Answer:
Time for the object to get h(max) s = 1.1875 sec
h (max) = 1272.57 feet
Down time for the object to hit the ground = 4.25 sec
Step-by-step explanation:
The relation
h(s) = - 16*s² + 38* s + 1250 (1)
Is equivalent to the equation for vertical shot
Δh = V(i)*t - 1/2g*t² (in this case we don´t have independent term since the shot is from ground level.
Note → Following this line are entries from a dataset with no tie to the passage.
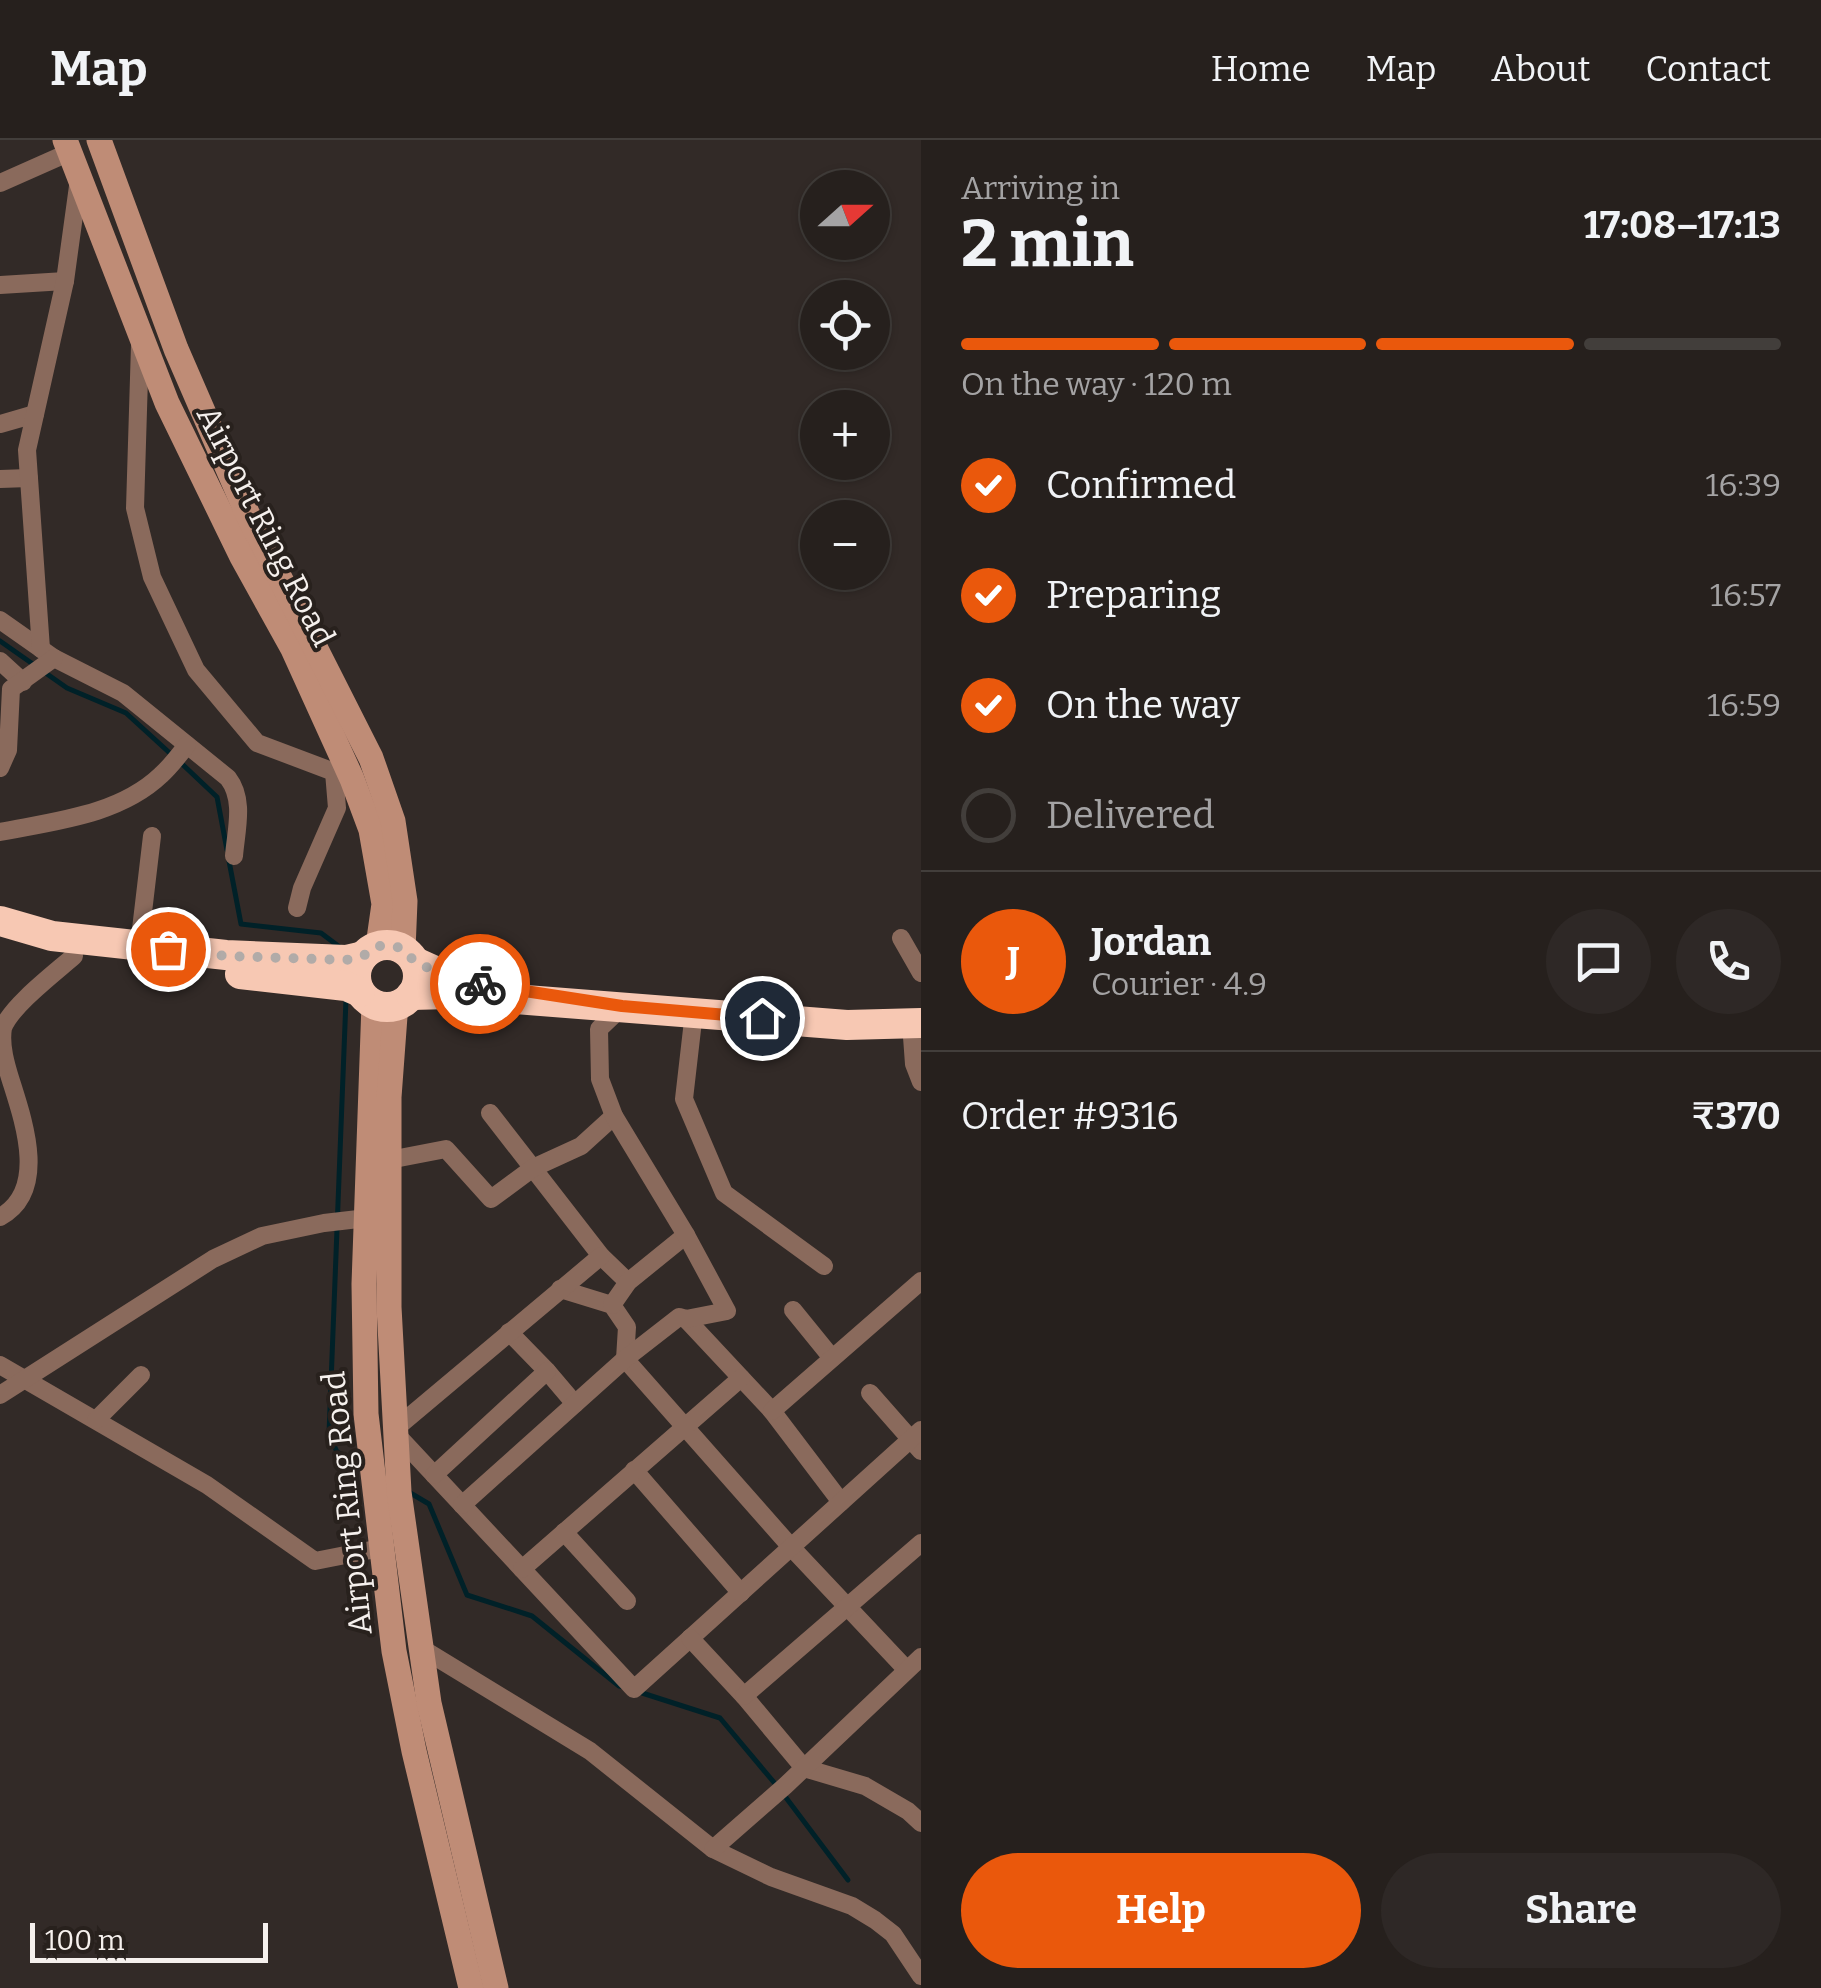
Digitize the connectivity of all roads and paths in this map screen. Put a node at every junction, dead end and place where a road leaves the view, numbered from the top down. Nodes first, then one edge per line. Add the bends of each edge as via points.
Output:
1 (98, 140) edge
2 (67, 146) edge
3 (79, 179) junction
4 (0, 183) edge
5 (65, 280) junction
6 (0, 285) edge
7 (140, 334) junction
8 (35, 414) junction
9 (0, 424) edge
10 (29, 478) junction
11 (0, 479) edge
12 (0, 620) edge
13 (0, 661) edge
14 (30, 673) edge
15 (179, 754) junction
16 (0, 768) edge
17 (0, 832) edge
18 (152, 836) dead end
19 (234, 856) dead end
20 (405, 901) junction
21 (298, 908) dead end
22 (0, 921) edge
23 (901, 938) dead end
24 (0, 939) edge
25 (138, 946) junction
26 (390, 954) junction
27 (74, 956) junction
28 (921, 972) edge
29 (407, 995) junction
30 (622, 1006) junction
31 (694, 1012) junction
32 (916, 1023) edge
33 (391, 1069) junction
34 (921, 1082) edge
35 (490, 1113) dead end
36 (614, 1116) junction
37 (389, 1160) junction
38 (533, 1168) junction
39 (0, 1217) edge
40 (344, 1221) junction
41 (686, 1235) junction
42 (601, 1256) junction
43 (824, 1266) dead end
44 (921, 1281) edge
45 (628, 1282) junction
46 (560, 1288) junction
47 (612, 1305) junction
48 (793, 1310) dead end
49 (686, 1319) junction
50 (509, 1332) junction
51 (832, 1358) junction
52 (625, 1359) junction
53 (0, 1365) edge
54 (547, 1371) junction
55 (141, 1375) dead end
56 (741, 1378) junction
57 (23, 1380) junction
58 (870, 1394) dead end
59 (0, 1395) edge
60 (575, 1404) junction
61 (772, 1410) junction
62 (96, 1420) junction
63 (684, 1426) junction
64 (397, 1440) junction
65 (918, 1440) edge
66 (634, 1470) junction
67 (434, 1475) junction
68 (387, 1492) junction
69 (841, 1502) junction
70 (462, 1505) junction
71 (564, 1532) junction
72 (921, 1543) edge
73 (791, 1547) junction
74 (382, 1548) junction
75 (522, 1569) junction
76 (741, 1592) junction
77 (627, 1600) dead end
78 (846, 1608) junction
79 (690, 1638) junction
80 (422, 1648) junction
81 (921, 1656) edge
82 (906, 1669) junction
83 (744, 1696) junction
84 (804, 1768) junction
85 (921, 1822) edge
86 (713, 1849) junction
87 (921, 1976) edge
88 (470, 1988) edge
89 (496, 1988) edge

1 - 20 main road, Airport Ring Road via 176,349 248,515 371,758 393,820
2 - 3 main road, Airport Ring Road
2 - 4 street
3 - 5 street
3 - 7 main road, Airport Ring Road
5 - 6 street
5 - 8 street
7 - 21 street via 135,508 152,577 196,670 256,742 334,772 337,808
7 - 26 main road, Airport Ring Road via 167,404 352,779 371,830
8 - 9 street
8 - 10 street
10 - 11 street
10 - 14 street
12 - 14 street
13 - 14 street
14 - 15 street via 123,693
14 - 16 street
15 - 17 street via 119,804
15 - 19 street via 236,788
18 - 25 street
20 - 26 main road, Airport Ring Road
20 - 29 main road via 417,947 432,966
22 - 25 highway via 52,936
23 - 28 street
24 - 27 highway
25 - 26 highway via 346,960
26 - 29 highway via 418,980
26 - 29 highway via 356,974
27 - 29 highway
27 - 39 street via 4,1024 1,1045 23,1125 28,1184
29 - 30 highway
29 - 33 main road, Airport Ring Road via 394,1016
29 - 33 main road via 426,1001 410,1015
29 - 40 main road, Airport Ring Road
30 - 31 highway
30 - 36 street via 599,1029 600,1080
31 - 32 highway via 847,1025
31 - 43 street via 684,1099 724,1193
32 - 34 street via 914,1064
33 - 37 main road, Airport Ring Road
35 - 38 street
36 - 38 street via 581,1146
36 - 41 street
37 - 38 street via 446,1149 491,1199
37 - 64 main road, Airport Ring Road
38 - 42 street
40 - 57 street via 262,1236 214,1259
40 - 68 main road, Airport Ring Road via 364,1284 371,1457
41 - 45 street
41 - 49 street via 727,1310
42 - 45 street
42 - 46 street
44 - 51 street
45 - 47 street
46 - 47 street
46 - 50 street
47 - 52 street via 627,1327
48 - 51 street
49 - 52 street via 679,1317
49 - 56 street
50 - 54 street
50 - 64 street
51 - 61 street
52 - 60 street
52 - 63 street
53 - 57 street
54 - 60 street
54 - 67 street
55 - 62 street
56 - 61 street
56 - 63 street
57 - 59 street
57 - 62 street
58 - 65 street
60 - 70 street
61 - 69 street
62 - 74 street via 207,1485 315,1562
63 - 66 street
63 - 73 street
64 - 67 street
64 - 68 main road, Airport Ring Road
65 - 69 street
66 - 71 street
66 - 76 street
67 - 70 street
68 - 74 main road, Airport Ring Road
68 - 80 main road, Airport Ring Road
69 - 73 street
70 - 75 street
71 - 75 street
71 - 77 street
72 - 78 street
73 - 76 street
73 - 78 street
74 - 88 main road, Airport Ring Road via 394,1651
75 - 79 street via 634,1688
76 - 79 street
78 - 82 street
78 - 83 street
79 - 83 street
80 - 86 street via 590,1751
80 - 89 main road, Airport Ring Road
81 - 82 street
82 - 84 street
83 - 84 street
84 - 85 street via 866,1786
84 - 86 street
86 - 87 street via 875,1920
We can see in (1), the independent term is 1250 feet ( the height of the empire state building), the starting point of the movement.
The description of the movement is:
V(s) = V(i) - g*s ⇒ V(s) = 38 - 32*s
At h(max) V(s) = 0 38/32 = s
So the maximum height is at s = t = 1.1875 sec
The time for the object to pass for starting point is the same
t = 1.1875 sec
h(max) is
h(max) = - 16* (1.1875)² + 38 (1.1875) + 1250
h(max) = - 22,56 + 45.13 + 1250
h(max) = 1272.57 feet
Time for the object to hit the ground is
h(s) = - 1250 feet
-1250 = - 16 s² + 38*s + 1250
-16s² + 38s = 0
s ( -16s + 38 ) = 0
First solution for that second degree equation is x = 0 which we dismiss
then
( -16s + 38 ) = 0 ⇒ 16s = 38 s = 38/16
s = 2.375 sec and we have to add time between h (max) and to get to starting point ( 1. 1875 sec)
total time is = 2.375 + 1.875
Total time = 4.25 sec